## Work order
The required result is a copy of each line below in which "Right" appears.

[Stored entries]
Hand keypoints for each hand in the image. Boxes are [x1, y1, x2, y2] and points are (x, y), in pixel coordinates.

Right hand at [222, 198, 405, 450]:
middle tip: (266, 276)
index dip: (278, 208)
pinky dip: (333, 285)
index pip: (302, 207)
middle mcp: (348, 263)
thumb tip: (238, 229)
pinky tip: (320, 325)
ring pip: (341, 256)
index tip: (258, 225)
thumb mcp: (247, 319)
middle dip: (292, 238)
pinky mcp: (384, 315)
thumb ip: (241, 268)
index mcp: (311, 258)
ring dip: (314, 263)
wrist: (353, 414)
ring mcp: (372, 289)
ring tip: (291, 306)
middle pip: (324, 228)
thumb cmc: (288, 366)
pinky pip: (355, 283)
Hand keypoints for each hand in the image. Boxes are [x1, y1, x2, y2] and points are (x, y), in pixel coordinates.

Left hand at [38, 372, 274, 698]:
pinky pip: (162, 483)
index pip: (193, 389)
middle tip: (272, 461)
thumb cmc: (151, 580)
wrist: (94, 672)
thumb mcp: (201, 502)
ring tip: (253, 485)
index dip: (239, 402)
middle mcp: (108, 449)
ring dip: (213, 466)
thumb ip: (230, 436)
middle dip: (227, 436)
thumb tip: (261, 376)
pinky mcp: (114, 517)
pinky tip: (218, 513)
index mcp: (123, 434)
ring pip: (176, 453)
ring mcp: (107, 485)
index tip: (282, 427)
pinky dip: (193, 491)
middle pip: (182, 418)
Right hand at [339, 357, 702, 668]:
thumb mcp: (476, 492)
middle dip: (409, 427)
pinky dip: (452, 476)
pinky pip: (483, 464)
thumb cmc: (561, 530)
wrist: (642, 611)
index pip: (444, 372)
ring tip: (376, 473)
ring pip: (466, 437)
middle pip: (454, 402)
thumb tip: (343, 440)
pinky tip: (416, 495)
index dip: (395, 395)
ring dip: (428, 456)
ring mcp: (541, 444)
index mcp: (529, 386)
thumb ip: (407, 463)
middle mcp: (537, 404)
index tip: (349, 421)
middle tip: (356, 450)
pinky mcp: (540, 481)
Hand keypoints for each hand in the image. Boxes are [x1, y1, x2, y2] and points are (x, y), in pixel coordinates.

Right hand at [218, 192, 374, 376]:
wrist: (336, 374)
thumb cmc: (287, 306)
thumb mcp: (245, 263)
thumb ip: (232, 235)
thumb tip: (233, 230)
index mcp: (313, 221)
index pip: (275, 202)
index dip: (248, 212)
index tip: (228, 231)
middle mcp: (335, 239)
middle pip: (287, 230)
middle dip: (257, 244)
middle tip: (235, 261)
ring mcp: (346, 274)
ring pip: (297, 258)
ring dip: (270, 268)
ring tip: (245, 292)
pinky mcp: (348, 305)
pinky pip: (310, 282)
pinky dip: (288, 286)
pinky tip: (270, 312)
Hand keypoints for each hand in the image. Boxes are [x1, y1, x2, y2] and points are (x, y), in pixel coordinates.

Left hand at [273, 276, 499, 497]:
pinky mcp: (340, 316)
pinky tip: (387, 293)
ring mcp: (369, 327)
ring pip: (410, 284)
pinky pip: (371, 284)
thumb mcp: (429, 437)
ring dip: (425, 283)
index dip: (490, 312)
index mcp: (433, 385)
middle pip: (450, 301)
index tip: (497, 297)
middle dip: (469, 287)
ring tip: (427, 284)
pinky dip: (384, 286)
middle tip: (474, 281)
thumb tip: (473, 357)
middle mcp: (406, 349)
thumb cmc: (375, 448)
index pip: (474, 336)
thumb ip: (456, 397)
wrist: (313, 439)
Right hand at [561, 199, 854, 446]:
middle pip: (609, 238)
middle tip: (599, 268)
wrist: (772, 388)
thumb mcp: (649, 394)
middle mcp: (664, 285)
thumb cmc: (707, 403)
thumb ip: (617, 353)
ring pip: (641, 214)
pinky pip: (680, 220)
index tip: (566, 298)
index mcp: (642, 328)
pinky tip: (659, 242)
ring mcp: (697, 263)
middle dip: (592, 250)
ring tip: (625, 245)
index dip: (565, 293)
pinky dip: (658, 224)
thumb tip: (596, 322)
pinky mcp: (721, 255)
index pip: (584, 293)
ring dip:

## Problem solution
Right hand at [222, 198, 405, 450]:
Right hand at [339, 357, 702, 668]:
Right hand at [218, 192, 374, 376]:
Right hand at [561, 199, 854, 446]:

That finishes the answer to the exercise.